Exercise details:
For the listing below, give the number of lines in which "node" occurs. Add nothing.

[Provided data Boundary: Start]

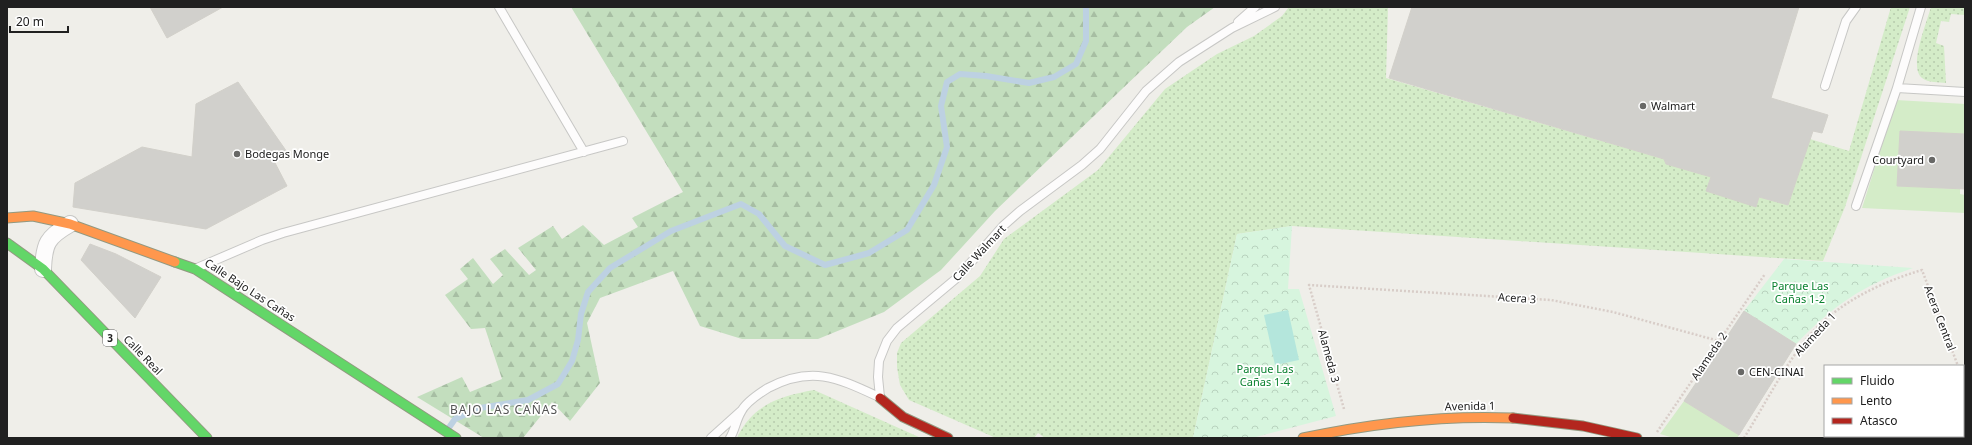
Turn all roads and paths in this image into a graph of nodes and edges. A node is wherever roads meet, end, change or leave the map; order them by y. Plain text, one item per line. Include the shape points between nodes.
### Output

[Provided data Boundary: End]
[Provided data Boundary: Start]

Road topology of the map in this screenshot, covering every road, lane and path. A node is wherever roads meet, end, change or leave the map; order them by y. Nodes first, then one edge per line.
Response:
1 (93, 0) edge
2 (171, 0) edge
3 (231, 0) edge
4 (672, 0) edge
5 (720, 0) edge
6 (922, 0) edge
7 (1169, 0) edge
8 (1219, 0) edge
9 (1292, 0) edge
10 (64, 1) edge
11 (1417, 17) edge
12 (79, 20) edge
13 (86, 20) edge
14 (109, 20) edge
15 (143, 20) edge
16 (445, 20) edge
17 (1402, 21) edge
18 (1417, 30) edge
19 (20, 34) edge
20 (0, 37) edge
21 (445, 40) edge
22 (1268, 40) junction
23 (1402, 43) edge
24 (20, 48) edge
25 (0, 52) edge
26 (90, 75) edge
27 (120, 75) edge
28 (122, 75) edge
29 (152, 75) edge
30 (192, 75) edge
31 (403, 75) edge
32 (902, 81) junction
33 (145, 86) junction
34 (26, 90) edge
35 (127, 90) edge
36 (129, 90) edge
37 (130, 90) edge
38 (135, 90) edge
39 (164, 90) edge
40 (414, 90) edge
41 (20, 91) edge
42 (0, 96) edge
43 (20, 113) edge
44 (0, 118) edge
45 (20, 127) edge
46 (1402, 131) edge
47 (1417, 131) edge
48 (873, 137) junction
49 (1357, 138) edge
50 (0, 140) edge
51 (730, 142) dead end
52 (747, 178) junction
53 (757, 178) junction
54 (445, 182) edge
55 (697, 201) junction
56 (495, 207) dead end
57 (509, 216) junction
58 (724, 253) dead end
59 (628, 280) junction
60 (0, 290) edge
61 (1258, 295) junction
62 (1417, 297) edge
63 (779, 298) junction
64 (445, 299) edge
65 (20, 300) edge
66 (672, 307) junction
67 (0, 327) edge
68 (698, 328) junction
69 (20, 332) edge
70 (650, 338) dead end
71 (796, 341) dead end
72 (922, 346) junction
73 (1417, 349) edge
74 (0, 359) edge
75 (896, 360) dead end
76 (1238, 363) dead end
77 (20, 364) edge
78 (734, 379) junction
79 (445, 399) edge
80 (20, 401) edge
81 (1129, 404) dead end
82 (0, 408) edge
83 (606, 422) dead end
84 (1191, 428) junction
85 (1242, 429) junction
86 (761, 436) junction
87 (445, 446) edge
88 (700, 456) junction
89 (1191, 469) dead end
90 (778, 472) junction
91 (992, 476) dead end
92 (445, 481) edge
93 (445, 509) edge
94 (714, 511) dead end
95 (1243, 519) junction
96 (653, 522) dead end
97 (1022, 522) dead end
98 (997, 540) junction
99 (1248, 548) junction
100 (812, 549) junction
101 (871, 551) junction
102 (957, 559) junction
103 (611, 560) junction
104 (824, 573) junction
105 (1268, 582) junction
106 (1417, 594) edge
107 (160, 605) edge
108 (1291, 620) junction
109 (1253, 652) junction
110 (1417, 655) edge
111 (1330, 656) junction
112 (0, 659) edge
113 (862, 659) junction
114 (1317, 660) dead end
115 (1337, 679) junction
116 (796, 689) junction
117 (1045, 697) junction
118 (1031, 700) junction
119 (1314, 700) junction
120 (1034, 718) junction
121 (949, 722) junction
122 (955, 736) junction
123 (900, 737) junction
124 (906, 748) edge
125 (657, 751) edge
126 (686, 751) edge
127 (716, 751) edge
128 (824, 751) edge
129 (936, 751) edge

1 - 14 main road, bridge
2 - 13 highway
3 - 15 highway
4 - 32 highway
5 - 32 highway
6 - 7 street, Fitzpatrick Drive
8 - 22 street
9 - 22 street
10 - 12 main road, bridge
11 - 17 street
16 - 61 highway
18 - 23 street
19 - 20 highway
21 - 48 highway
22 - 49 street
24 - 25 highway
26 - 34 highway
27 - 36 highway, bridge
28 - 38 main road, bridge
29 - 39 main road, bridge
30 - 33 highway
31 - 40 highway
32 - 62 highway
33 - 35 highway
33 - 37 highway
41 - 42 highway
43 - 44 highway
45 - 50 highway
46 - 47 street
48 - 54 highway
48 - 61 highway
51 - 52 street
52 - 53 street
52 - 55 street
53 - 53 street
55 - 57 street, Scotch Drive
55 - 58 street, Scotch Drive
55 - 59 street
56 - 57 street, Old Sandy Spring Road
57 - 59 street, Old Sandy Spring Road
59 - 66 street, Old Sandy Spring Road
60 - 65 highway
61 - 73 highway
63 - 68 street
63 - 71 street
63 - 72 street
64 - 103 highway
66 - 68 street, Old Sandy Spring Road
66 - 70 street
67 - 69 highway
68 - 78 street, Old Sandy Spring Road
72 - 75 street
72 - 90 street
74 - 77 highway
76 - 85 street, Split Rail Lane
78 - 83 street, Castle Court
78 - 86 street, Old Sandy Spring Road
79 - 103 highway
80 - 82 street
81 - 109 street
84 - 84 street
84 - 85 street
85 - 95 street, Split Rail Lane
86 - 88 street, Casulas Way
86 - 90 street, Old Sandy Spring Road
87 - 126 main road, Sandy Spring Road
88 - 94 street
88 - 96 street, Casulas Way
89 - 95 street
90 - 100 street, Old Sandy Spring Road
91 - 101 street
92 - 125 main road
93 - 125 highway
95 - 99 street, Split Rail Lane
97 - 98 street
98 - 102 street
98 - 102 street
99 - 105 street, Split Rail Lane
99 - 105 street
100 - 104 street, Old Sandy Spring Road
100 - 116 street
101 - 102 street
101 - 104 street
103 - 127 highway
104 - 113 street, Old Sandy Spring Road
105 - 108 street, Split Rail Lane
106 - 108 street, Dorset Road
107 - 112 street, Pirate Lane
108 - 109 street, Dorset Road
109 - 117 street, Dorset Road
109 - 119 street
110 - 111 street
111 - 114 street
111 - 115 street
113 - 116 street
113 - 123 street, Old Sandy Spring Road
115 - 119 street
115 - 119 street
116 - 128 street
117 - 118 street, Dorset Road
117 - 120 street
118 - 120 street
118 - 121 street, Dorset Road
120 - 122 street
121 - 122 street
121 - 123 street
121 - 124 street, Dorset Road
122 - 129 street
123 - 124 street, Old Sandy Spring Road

[Provided data Boundary: End]

Solution for this problem:
2